People have the ability to challenge inquest results by applying for a judicial review in the High Court. If successful, the conclusion can be overturned and a new investigation will take place.

The narrative conclusion in Mrs McKinlay's case, which ended earlier this month, read: "On February 14 2019, another resident who had previously been diagnosed with mixed dementia entered Jessie's room. During recent months, that resident was known to have been verbally and physically aggressive towards staff and, more recently, towards other residents.

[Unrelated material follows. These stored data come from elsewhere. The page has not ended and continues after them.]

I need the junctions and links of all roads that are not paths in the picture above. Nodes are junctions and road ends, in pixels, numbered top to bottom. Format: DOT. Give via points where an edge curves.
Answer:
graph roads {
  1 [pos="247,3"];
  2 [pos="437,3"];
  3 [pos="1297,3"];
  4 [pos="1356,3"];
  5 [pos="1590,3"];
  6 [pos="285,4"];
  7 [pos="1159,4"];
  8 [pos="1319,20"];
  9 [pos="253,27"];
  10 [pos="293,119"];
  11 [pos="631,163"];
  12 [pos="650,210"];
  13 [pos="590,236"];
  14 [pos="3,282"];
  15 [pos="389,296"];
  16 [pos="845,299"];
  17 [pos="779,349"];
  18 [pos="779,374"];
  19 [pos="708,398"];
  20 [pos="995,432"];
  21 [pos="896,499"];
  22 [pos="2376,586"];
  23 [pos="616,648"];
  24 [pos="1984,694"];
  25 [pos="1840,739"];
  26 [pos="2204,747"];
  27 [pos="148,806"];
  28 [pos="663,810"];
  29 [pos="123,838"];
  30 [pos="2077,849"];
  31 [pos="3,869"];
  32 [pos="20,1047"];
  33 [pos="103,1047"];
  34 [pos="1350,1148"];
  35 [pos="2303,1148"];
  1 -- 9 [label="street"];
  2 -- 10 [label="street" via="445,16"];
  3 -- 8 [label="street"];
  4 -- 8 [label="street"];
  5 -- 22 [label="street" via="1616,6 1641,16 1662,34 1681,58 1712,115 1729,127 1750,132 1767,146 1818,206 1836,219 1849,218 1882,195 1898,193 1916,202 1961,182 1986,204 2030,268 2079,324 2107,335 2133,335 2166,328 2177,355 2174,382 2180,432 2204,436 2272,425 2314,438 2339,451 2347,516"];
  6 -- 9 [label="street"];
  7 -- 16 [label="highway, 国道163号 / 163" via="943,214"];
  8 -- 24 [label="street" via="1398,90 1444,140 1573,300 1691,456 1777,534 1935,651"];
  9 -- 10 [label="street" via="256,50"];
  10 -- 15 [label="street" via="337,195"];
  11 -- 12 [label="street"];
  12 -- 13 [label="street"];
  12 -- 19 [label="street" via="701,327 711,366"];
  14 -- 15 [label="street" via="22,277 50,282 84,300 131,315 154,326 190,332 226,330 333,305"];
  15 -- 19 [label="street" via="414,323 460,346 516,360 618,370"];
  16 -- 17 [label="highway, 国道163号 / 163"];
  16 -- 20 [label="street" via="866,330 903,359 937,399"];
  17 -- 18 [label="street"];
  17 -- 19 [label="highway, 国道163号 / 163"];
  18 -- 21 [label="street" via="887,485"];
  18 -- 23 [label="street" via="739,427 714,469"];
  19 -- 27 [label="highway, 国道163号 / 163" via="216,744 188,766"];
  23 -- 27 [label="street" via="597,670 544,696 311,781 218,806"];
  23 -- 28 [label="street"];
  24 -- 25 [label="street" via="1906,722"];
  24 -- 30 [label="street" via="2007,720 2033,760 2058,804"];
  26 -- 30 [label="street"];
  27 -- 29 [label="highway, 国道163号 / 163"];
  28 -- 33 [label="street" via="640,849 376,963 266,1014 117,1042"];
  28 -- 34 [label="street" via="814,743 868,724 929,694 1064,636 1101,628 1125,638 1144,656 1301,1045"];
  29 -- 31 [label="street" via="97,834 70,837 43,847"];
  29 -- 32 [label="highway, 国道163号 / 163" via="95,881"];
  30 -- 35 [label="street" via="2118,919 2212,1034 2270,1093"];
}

"In October 2018 efforts had been made to reduce his levels of agitation by a change of medication... but within weeks his aggressive behaviour became more regular. He was known to wander into the rooms of other residents. The extent of the risk he posed to other residents was not fully appreciated, in part because social workers and mental health professionals were not aware of the extent of his aggressive behaviour."

The coroner declined to make a finding of gross neglect, and did not opt to write to any authorities involved in Mrs McKinlay's care following the hearing.

Mary said: "We re unhappy with the findings, and we feel somebody should be made accountable for it."